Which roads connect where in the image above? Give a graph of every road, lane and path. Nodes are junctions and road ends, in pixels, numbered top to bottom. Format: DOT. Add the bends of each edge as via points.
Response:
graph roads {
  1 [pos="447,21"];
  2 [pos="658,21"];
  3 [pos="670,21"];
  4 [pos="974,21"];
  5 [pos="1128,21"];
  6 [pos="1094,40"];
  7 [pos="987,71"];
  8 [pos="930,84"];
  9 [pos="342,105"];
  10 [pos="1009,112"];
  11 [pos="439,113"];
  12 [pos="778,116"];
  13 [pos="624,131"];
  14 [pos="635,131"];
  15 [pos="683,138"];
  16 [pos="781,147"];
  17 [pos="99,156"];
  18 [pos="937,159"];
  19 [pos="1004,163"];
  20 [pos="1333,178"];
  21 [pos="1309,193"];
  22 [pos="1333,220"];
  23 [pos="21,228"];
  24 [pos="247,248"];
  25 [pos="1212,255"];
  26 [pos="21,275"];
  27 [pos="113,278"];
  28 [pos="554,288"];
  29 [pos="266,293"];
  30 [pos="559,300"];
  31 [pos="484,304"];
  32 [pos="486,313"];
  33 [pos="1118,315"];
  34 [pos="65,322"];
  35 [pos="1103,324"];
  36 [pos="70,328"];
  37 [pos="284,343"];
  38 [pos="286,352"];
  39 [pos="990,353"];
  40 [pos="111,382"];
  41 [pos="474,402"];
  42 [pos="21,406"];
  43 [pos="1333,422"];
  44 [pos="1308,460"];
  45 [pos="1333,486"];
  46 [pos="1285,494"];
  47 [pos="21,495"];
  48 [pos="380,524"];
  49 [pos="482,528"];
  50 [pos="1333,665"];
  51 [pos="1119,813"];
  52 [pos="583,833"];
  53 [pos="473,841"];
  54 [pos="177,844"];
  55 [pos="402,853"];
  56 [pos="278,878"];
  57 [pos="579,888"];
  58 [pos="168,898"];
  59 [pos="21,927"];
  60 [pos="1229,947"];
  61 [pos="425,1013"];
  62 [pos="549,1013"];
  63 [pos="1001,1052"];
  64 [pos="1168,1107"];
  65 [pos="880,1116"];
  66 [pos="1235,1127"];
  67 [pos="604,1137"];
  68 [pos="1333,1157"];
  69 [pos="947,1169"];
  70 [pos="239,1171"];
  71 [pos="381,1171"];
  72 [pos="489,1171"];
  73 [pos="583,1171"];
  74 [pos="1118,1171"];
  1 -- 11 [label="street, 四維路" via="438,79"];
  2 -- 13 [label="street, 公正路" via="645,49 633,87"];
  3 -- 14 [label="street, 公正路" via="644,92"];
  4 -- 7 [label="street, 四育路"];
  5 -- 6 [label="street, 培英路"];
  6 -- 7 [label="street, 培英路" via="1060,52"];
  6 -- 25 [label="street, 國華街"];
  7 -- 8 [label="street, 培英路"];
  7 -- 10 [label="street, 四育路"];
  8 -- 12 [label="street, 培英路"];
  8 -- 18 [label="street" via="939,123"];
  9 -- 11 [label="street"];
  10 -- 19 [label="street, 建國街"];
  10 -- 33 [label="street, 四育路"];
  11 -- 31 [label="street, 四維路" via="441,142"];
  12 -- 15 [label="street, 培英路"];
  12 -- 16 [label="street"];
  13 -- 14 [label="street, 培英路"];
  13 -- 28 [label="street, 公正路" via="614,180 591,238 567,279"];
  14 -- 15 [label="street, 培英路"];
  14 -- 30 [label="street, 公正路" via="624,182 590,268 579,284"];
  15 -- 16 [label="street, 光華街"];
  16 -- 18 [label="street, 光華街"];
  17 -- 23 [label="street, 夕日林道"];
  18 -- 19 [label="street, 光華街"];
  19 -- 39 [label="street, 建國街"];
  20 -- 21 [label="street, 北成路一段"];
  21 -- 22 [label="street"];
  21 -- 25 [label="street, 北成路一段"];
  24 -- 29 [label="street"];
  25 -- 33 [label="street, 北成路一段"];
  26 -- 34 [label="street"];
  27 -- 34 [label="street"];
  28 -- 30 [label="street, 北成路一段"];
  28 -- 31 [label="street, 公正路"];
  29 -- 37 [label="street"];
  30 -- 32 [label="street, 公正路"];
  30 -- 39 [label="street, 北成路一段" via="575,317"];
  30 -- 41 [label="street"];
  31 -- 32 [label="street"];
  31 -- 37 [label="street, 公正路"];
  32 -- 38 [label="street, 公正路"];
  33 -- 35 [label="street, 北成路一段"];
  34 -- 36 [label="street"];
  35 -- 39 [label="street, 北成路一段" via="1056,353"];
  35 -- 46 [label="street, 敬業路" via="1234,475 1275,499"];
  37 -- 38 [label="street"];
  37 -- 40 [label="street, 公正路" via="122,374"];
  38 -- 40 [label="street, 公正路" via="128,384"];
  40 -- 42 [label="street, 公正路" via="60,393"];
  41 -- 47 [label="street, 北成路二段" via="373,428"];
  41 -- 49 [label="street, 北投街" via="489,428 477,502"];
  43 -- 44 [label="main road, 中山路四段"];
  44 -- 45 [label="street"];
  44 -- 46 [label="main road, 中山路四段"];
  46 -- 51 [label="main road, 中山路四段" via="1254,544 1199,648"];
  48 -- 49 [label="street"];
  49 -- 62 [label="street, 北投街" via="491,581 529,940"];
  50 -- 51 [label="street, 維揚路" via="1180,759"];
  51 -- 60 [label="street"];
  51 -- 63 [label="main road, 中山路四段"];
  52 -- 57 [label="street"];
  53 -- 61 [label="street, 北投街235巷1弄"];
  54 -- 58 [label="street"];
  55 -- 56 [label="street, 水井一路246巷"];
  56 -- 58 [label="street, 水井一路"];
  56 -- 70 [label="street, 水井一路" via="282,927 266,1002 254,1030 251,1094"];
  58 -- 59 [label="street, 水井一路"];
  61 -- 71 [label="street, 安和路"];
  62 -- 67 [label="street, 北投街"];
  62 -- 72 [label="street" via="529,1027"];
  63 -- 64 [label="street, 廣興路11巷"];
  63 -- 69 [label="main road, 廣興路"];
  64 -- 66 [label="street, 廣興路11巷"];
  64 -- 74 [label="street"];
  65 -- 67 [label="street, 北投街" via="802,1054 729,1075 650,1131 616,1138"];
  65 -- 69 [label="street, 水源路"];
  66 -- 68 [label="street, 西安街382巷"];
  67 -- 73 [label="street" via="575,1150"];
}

### WORK INSTRUCTION
Would you please transcribe each line of the material exactly?

### RESPONSE
Which roads connect where in the image above? Give a graph of every road, lane and path. Nodes are junctions and road ends, in pixels, numbered top to bottom. Format: DOT. Add the bends of each edge as via points.
Response:
graph roads {
  1 [pos="447,21"];
  2 [pos="658,21"];
  3 [pos="670,21"];
  4 [pos="974,21"];
  5 [pos="1128,21"];
  6 [pos="1094,40"];
  7 [pos="987,71"];
  8 [pos="930,84"];
  9 [pos="342,105"];
  10 [pos="1009,112"];
  11 [pos="439,113"];
  12 [pos="778,116"];
  13 [pos="624,131"];
  14 [pos="635,131"];
  15 [pos="683,138"];
  16 [pos="781,147"];
  17 [pos="99,156"];
  18 [pos="937,159"];
  19 [pos="1004,163"];
  20 [pos="1333,178"];
  21 [pos="1309,193"];
  22 [pos="1333,220"];
  23 [pos="21,228"];
  24 [pos="247,248"];
  25 [pos="1212,255"];
  26 [pos="21,275"];
  27 [pos="113,278"];
  28 [pos="554,288"];
  29 [pos="266,293"];
  30 [pos="559,300"];
  31 [pos="484,304"];
  32 [pos="486,313"];
  33 [pos="1118,315"];
  34 [pos="65,322"];
  35 [pos="1103,324"];
  36 [pos="70,328"];
  37 [pos="284,343"];
  38 [pos="286,352"];
  39 [pos="990,353"];
  40 [pos="111,382"];
  41 [pos="474,402"];
  42 [pos="21,406"];
  43 [pos="1333,422"];
  44 [pos="1308,460"];
  45 [pos="1333,486"];
  46 [pos="1285,494"];
  47 [pos="21,495"];
  48 [pos="380,524"];
  49 [pos="482,528"];
  50 [pos="1333,665"];
  51 [pos="1119,813"];
  52 [pos="583,833"];
  53 [pos="473,841"];
  54 [pos="177,844"];
  55 [pos="402,853"];
  56 [pos="278,878"];
  57 [pos="579,888"];
  58 [pos="168,898"];
  59 [pos="21,927"];
  60 [pos="1229,947"];
  61 [pos="425,1013"];
  62 [pos="549,1013"];
  63 [pos="1001,1052"];
  64 [pos="1168,1107"];
  65 [pos="880,1116"];
  66 [pos="1235,1127"];
  67 [pos="604,1137"];
  68 [pos="1333,1157"];
  69 [pos="947,1169"];
  70 [pos="239,1171"];
  71 [pos="381,1171"];
  72 [pos="489,1171"];
  73 [pos="583,1171"];
  74 [pos="1118,1171"];
  1 -- 11 [label="street, 四維路" via="438,79"];
  2 -- 13 [label="street, 公正路" via="645,49 633,87"];
  3 -- 14 [label="street, 公正路" via="644,92"];
  4 -- 7 [label="street, 四育路"];
  5 -- 6 [label="street, 培英路"];
  6 -- 7 [label="street, 培英路" via="1060,52"];
  6 -- 25 [label="street, 國華街"];
  7 -- 8 [label="street, 培英路"];
  7 -- 10 [label="street, 四育路"];
  8 -- 12 [label="street, 培英路"];
  8 -- 18 [label="street" via="939,123"];
  9 -- 11 [label="street"];
  10 -- 19 [label="street, 建國街"];
  10 -- 33 [label="street, 四育路"];
  11 -- 31 [label="street, 四維路" via="441,142"];
  12 -- 15 [label="street, 培英路"];
  12 -- 16 [label="street"];
  13 -- 14 [label="street, 培英路"];
  13 -- 28 [label="street, 公正路" via="614,180 591,238 567,279"];
  14 -- 15 [label="street, 培英路"];
  14 -- 30 [label="street, 公正路" via="624,182 590,268 579,284"];
  15 -- 16 [label="street, 光華街"];
  16 -- 18 [label="street, 光華街"];
  17 -- 23 [label="street, 夕日林道"];
  18 -- 19 [label="street, 光華街"];
  19 -- 39 [label="street, 建國街"];
  20 -- 21 [label="street, 北成路一段"];
  21 -- 22 [label="street"];
  21 -- 25 [label="street, 北成路一段"];
  24 -- 29 [label="street"];
  25 -- 33 [label="street, 北成路一段"];
  26 -- 34 [label="street"];
  27 -- 34 [label="street"];
  28 -- 30 [label="street, 北成路一段"];
  28 -- 31 [label="street, 公正路"];
  29 -- 37 [label="street"];
  30 -- 32 [label="street, 公正路"];
  30 -- 39 [label="street, 北成路一段" via="575,317"];
  30 -- 41 [label="street"];
  31 -- 32 [label="street"];
  31 -- 37 [label="street, 公正路"];
  32 -- 38 [label="street, 公正路"];
  33 -- 35 [label="street, 北成路一段"];
  34 -- 36 [label="street"];
  35 -- 39 [label="street, 北成路一段" via="1056,353"];
  35 -- 46 [label="street, 敬業路" via="1234,475 1275,499"];
  37 -- 38 [label="street"];
  37 -- 40 [label="street, 公正路" via="122,374"];
  38 -- 40 [label="street, 公正路" via="128,384"];
  40 -- 42 [label="street, 公正路" via="60,393"];
  41 -- 47 [label="street, 北成路二段" via="373,428"];
  41 -- 49 [label="street, 北投街" via="489,428 477,502"];
  43 -- 44 [label="main road, 中山路四段"];
  44 -- 45 [label="street"];
  44 -- 46 [label="main road, 中山路四段"];
  46 -- 51 [label="main road, 中山路四段" via="1254,544 1199,648"];
  48 -- 49 [label="street"];
  49 -- 62 [label="street, 北投街" via="491,581 529,940"];
  50 -- 51 [label="street, 維揚路" via="1180,759"];
  51 -- 60 [label="street"];
  51 -- 63 [label="main road, 中山路四段"];
  52 -- 57 [label="street"];
  53 -- 61 [label="street, 北投街235巷1弄"];
  54 -- 58 [label="street"];
  55 -- 56 [label="street, 水井一路246巷"];
  56 -- 58 [label="street, 水井一路"];
  56 -- 70 [label="street, 水井一路" via="282,927 266,1002 254,1030 251,1094"];
  58 -- 59 [label="street, 水井一路"];
  61 -- 71 [label="street, 安和路"];
  62 -- 67 [label="street, 北投街"];
  62 -- 72 [label="street" via="529,1027"];
  63 -- 64 [label="street, 廣興路11巷"];
  63 -- 69 [label="main road, 廣興路"];
  64 -- 66 [label="street, 廣興路11巷"];
  64 -- 74 [label="street"];
  65 -- 67 [label="street, 北投街" via="802,1054 729,1075 650,1131 616,1138"];
  65 -- 69 [label="street, 水源路"];
  66 -- 68 [label="street, 西安街382巷"];
  67 -- 73 [label="street" via="575,1150"];
}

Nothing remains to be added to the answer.